A Trio of Humpbacks in Boundary Pass

Maxx K. | M/V Osprey | 06/01/2022 | 12:30pm

    Humpback whales are just the coolest. Here in the Salish Sea we have a “Humpback Highway” of sorts; these massive 45 tonne animals will travel in through the Juan De Fuca and will often then take a hard left up and through the Haro Strait, through Boundary Pass and often again up and around towards the north. What truly blows my mind the most is that these animals will make this trek year after year, taking the same specific turns, returning to the same very waters after spending their winters thousands of miles away in the warm tropical waters of Hawaii and Mexico. Some of these whales will make this 3,000 mile journey in as quickly as a month! 

    Let's also consider that these animals are making this journey relying only on instinct. I mean, they're traveling 3,000 miles, through various conditions and sea-surface currents of the open pacific ocean to then arrive a tiny cluster of islands that randomly sprout up in the middle. I can barely make it to the grocery store unaided by GPS these days. 

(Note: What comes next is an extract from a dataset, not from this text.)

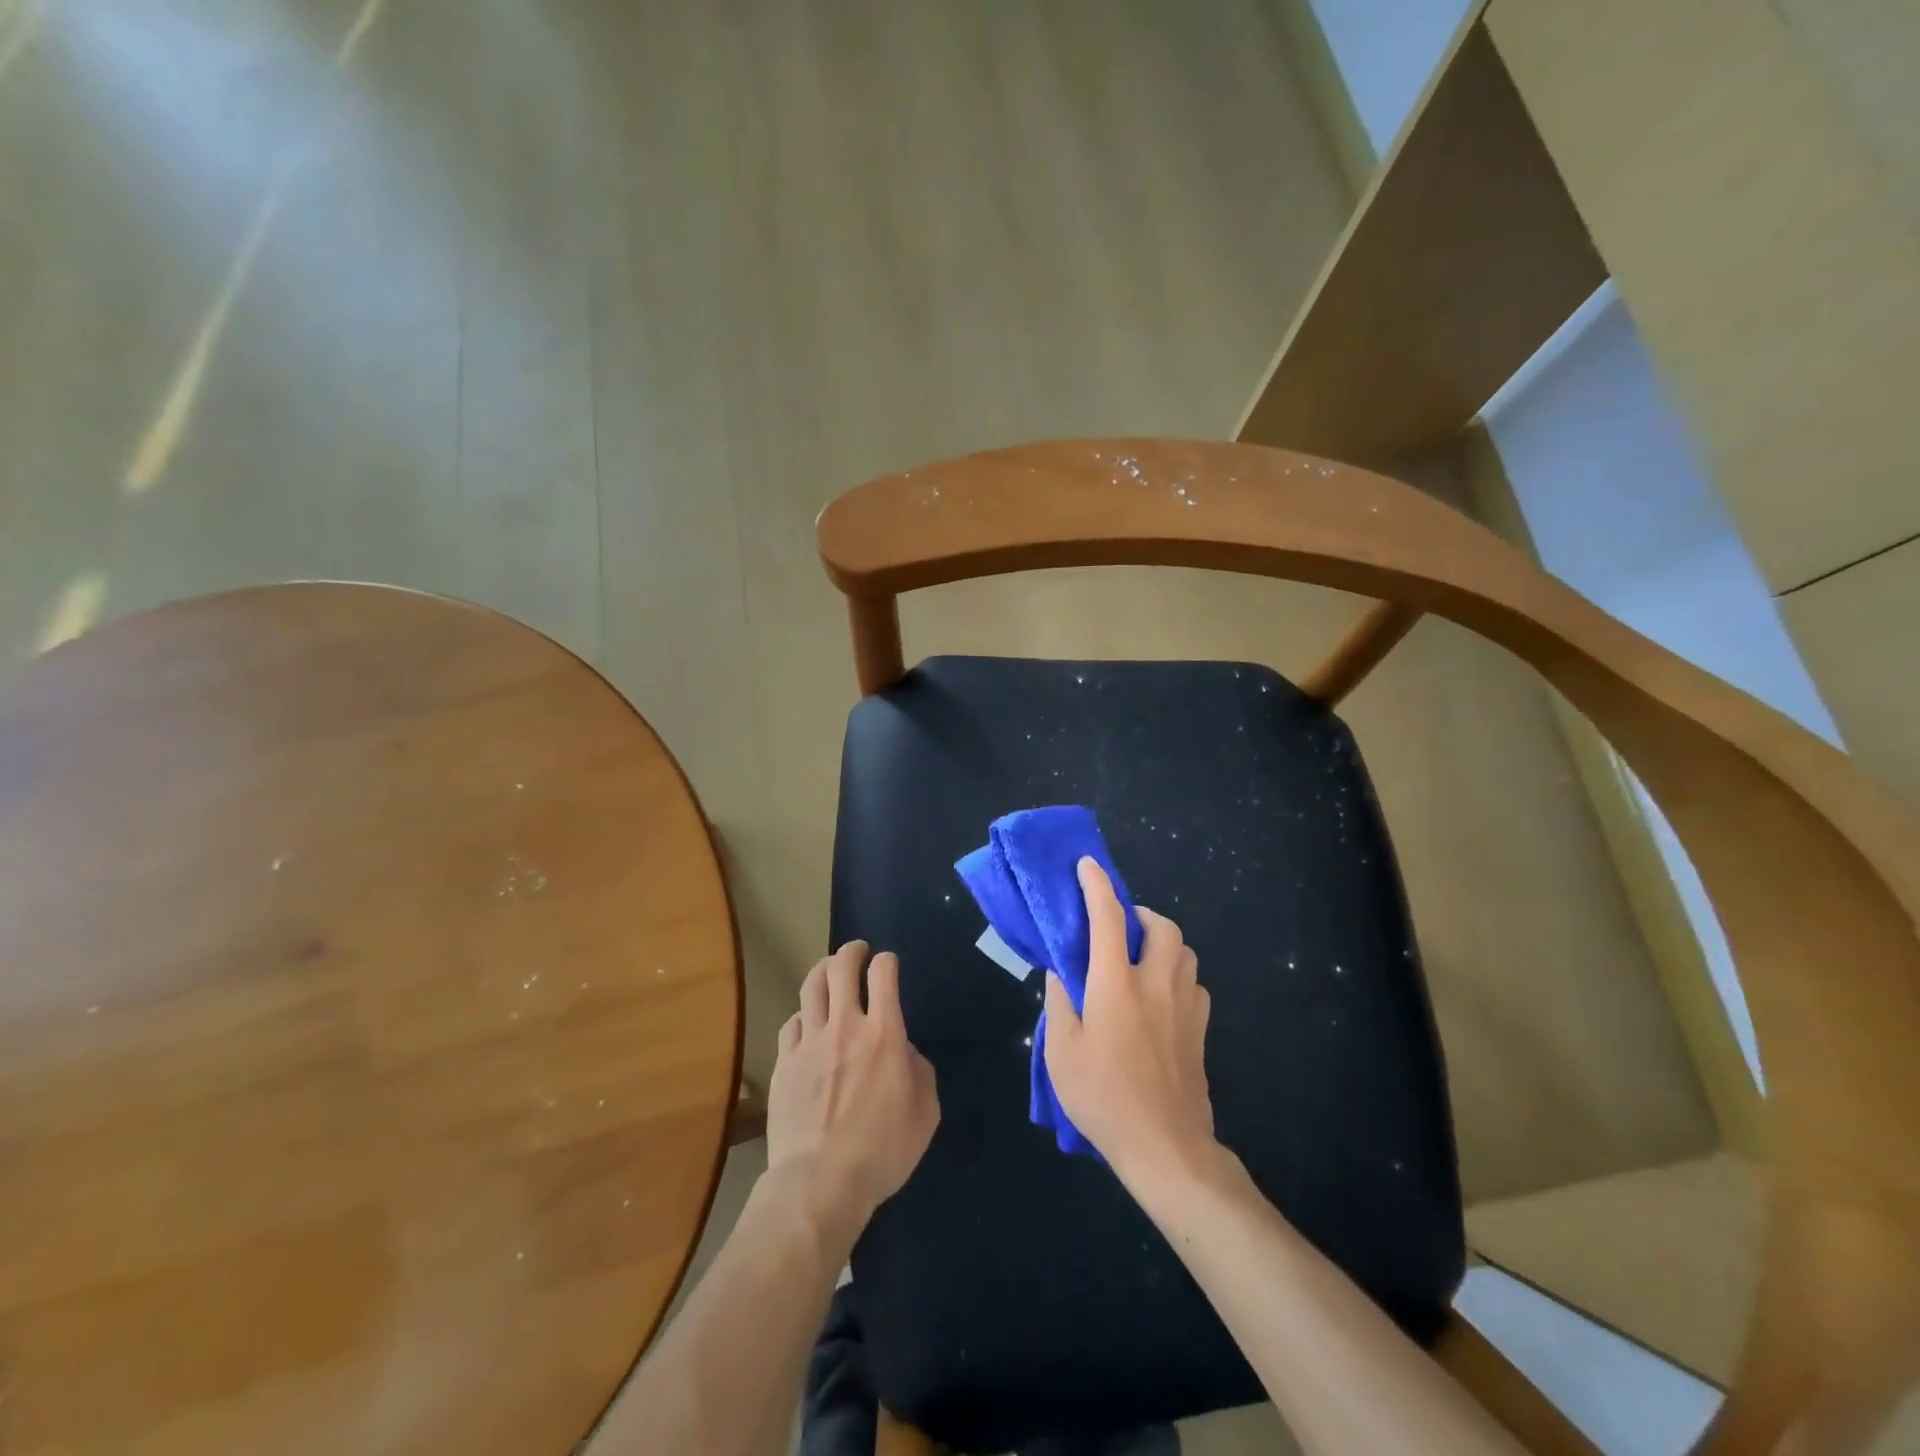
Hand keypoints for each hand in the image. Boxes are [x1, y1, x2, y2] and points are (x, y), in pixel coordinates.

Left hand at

    So when we are fortunate to see humpback whales out here, I’m not only impressed with the physical animal I'm seeing in front of me, but also the sheer coordination and innate intelligence that they display. 

Osprey got to hang out with three humpbacks today! The first whale was picked up off South Pender Island. It surfaced every several minutes before diving once again, likey lunging for krill or small schooling fish that congregated along the steep canyon walls below us. These whales must be starving! We can't forget that with all the effort it took for them to get here, they haven't eaten in months. Humpbacks do almost all of their feeding in the summer seasons and save their winters for socializing, reproduction and calving in the warm tropics. So these whales traveled thousands of miles on a near empty stomach. Woah. (I wonder if humpbacks ever experience hanger…) Color me impressed. 

We left humpback #1 after a few more surfacings before two more were spotted a few miles to our east. We slowly put-putted over, where two more whales surfaced, alerting us with their massive blows off our bow. When these whales break the surface of the water, they're only really exposing 15-ish feet of animal at any one time. So sometimes there's a whole 30+ feet of animal still below the surface! They are massive. 

We sat with these two individuals for a good while before we slowly turned away and began our journey back to Friday Harbor, passing Harbor Seals and dozens of Harbor Porpoises along the way. 

How lucky are we that we were able to soak in the presence of not one, but three Humpback whales?! I hope everyone had fun out there today, I sure did.